If you’re new to this exercise, start with a light weight and gradually increase it over time. This will ensure you’re safely performing the movement to reduce the risk of injury.

Leg extension

Primary muscles worked: quadriceps

For this exercise, you will need a leg extension machine.

  1. Sit down on the leg extension machine with your shins underneath the padded bar and your knees bent. Grab the handrails for support and ensure your back is straight against the seat. This is the starting position.
  2. Slowly extend your legs until they’re fully straight and hold for 1–2 seconds. You should feel this mostly in your quads.
  3. Finally, slowly bend your knees to return to the starting position. This is one rep.
  4. Perform 2–3 sets of 8–12 reps.

To reduce the risk of injury, avoid hyperextending your knees and perform the movement slowly. If you feel a strain in your knees, this may be a sign you’re attempting too much weight or need to adjust your positioning.

Lateral lunge

Primary muscles worked: quadriceps, adductors, glutes, hamstrings, calves

Along with strengthening and building your thighs, the lateral lunge is a great functional movement to help you perform daily tasks with ease.

  1. Stand with your feet wider than hip-width apart and your toes straight facing straight ahead.
  2. Shift your weight over to your left leg, bend your left knee, and push your hips back into a half-sitting position. Your right leg should remain straight with your foot firmly on the ground.
  3. Push off of your left leg to straighten your knee. This is one rep. To make the exercise more challenging, you can push off of your left foot and come up to standing with both feet hip-distance apart.
  4. Perform 2–3 sets of 8–12 reps on each leg.

Bulgarian split squat

Primary muscles worked: quadriceps, adductors, glutes

Bulgarian split squats help improve your balance and build strength through single-leg movements.

  1. Stand 2 feet (about 60 cm) away from a step or bench, with your back facing it.
  2. Bend your right leg and place the top of your right foot on the bench or step. This will be your starting position.
  3. Next, bend your left knee and lower your body as low as you can go. Be sure to keep your chest, hips, and shoulders facing forward.
  4. Press down into your left heel to return to the starting position. This is one rep.
  5. Perform 2–3 sets of 8–12 reps.

For best results, incorporate various strength-training exercises with progressive overload to target all the muscles in your thighs. As you perfect your form, be sure to gradually add more volume and resistance to stimulate muscle growth.

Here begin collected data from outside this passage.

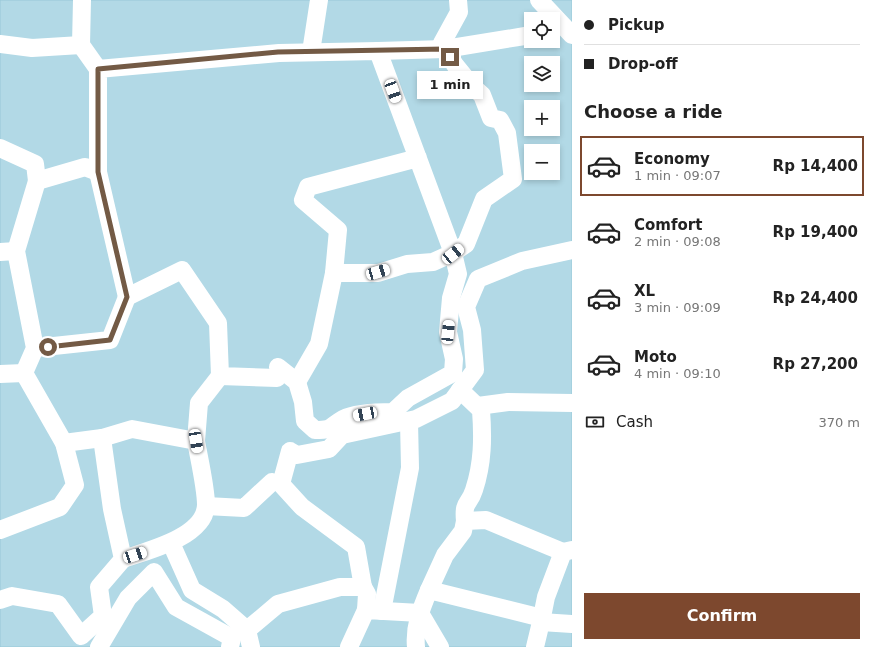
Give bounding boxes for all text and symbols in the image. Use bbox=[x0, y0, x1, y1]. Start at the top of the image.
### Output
map controls bbox=[524, 12, 560, 180]
button: locate bbox=[524, 12, 560, 48]
text: Pickup bbox=[608, 16, 664, 34]
route end bbox=[441, 48, 459, 66]
text: Drop-off bbox=[608, 55, 678, 73]
button: layers bbox=[524, 56, 560, 92]
callout: 1 min bbox=[417, 71, 483, 99]
text: 1 min bbox=[430, 77, 470, 92]
car bbox=[383, 78, 403, 104]
button: + bbox=[524, 100, 560, 136]
text: Choose a ride bbox=[584, 101, 723, 122]
button: − bbox=[524, 144, 560, 180]
icon: car bbox=[586, 148, 622, 184]
text: Economy bbox=[634, 150, 710, 168]
text: Rp 14,400 bbox=[773, 157, 858, 175]
text: 1 min · 09:07 bbox=[634, 168, 721, 183]
icon: car bbox=[586, 214, 622, 250]
text: Comfort bbox=[634, 216, 702, 234]
text: Rp 19,400 bbox=[773, 223, 858, 241]
text: 2 min · 09:08 bbox=[634, 234, 721, 249]
car bbox=[440, 242, 466, 266]
car bbox=[365, 263, 391, 281]
icon: car bbox=[586, 280, 622, 316]
text: XL bbox=[634, 282, 655, 300]
text: Rp 24,400 bbox=[773, 289, 858, 307]
text: 3 min · 09:09 bbox=[634, 300, 721, 315]
car bbox=[441, 319, 455, 345]
route start bbox=[39, 338, 57, 356]
icon: car bbox=[586, 346, 622, 382]
text: Moto bbox=[634, 348, 677, 366]
text: Rp 27,200 bbox=[773, 355, 858, 373]
text: 4 min · 09:10 bbox=[634, 366, 721, 381]
car bbox=[352, 406, 378, 422]
icon: cash bbox=[584, 411, 606, 433]
text: Cash bbox=[616, 413, 653, 431]
text: 370 m bbox=[818, 415, 860, 430]
car bbox=[188, 428, 204, 454]
car bbox=[122, 546, 148, 564]
button: Confirm bbox=[584, 593, 860, 639]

Your thighs are important for daily movement. They get you from point A to point B, help you lift heavy objects, and support athletic performance.

Remember that the size of your thighs is largely based on genetics and muscle and fat distribution. Rather than concentrating on their size, you’re better off focusing on their function and strength, which are better indicators of health.

Therefore, hone in on performing strength-training exercises and eating a protein-rich diet to help build muscle, increase strength, and improve overall movement.

Your thighs are uniquely yours — it’s time to embrace them.